With a $15 spindle of 100 Maxells, I can put a copy of my latest playlist in my
sister’s mailbox, and then give one to 99 other people. No upload required, no
swapping of flash drives.
You can fit about 18 tracks on an 80-minute CD (sometimes
20+). When you offload a cache of music on a friend, anything under 25 songs is
manageable. In the age of Spotify and Pandora, the concept of a playlist is
practically archaic. There is no beginning, middle, and end to Pandora. And streaming
an infinite queue of songs, in my estimation, isn’t doing anyone favors in
unearthing favorites.
These days I try to make a CD every month or two that
includes songs new and old, many unknown, some unavoidably popular, and some forgotten.

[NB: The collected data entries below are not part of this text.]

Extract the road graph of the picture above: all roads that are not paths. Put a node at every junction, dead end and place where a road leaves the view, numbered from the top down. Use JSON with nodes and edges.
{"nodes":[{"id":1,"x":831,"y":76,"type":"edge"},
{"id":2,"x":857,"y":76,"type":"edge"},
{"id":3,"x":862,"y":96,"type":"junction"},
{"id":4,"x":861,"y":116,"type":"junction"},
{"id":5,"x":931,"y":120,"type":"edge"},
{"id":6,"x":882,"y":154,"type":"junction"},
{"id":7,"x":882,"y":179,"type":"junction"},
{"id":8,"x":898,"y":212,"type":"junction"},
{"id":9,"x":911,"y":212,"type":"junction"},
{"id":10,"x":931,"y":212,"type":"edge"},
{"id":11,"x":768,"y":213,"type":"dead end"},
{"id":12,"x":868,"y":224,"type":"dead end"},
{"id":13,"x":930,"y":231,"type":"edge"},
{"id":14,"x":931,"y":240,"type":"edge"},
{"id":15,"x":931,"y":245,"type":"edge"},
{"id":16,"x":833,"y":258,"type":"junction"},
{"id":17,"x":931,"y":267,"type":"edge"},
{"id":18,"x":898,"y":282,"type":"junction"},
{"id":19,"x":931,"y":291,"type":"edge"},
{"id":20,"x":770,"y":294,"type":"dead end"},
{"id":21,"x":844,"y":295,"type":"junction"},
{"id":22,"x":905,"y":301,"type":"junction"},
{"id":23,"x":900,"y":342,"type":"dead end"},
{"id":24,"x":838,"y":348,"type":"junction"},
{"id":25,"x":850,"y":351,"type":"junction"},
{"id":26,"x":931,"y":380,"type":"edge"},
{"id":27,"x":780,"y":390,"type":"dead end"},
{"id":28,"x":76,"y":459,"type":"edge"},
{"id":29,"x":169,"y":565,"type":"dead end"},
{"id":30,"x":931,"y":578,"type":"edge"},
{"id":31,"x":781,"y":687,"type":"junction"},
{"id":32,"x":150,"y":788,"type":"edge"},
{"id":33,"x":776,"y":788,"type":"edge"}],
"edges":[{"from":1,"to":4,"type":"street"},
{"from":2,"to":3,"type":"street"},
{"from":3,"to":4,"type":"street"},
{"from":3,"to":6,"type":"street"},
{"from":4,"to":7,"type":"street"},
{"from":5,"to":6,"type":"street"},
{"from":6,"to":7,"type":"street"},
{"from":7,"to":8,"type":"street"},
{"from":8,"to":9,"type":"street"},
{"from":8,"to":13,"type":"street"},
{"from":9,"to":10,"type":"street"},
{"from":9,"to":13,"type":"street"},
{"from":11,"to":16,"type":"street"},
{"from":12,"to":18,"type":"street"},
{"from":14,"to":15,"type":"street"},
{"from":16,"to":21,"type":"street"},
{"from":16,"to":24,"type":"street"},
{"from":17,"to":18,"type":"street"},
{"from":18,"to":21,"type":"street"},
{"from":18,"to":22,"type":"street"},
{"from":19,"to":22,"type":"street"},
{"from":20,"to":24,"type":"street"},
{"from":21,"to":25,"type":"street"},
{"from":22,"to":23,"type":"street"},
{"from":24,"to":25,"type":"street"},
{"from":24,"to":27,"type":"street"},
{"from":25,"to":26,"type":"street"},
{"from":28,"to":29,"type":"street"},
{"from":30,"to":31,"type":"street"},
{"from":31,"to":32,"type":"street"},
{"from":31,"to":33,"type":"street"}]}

Mostly new though… or at least new to me. Some of them are filler, some are
from video games. Some I edited using Audacity.2
Some I don’t even really like anymore. But my hope is that you’ll find a number
of them groovy, even if they’re guilty pleasures.3 A few may strike you as profoundly
resonant or vaguely redolent and nostalgic… and many will grow on you,
if you let them. Some of them may even set your mesolimbic system all atwitter.
…Like every teenager with a dual-cassette deck jambox, I
started making mixed tapes in the 1990s. I made them with themes: workout
tapes, party tapes, wallow in self-pity tapes… commence-to-bonin’ tapes. In
those days stereo component manufacturers conditioned our listening experience
with new features: the five-disc changer, the SHUFFLE button. Thematic
continuity was suddenly defunct. Perhaps consequently, the CDs in my collection are anti-thematic.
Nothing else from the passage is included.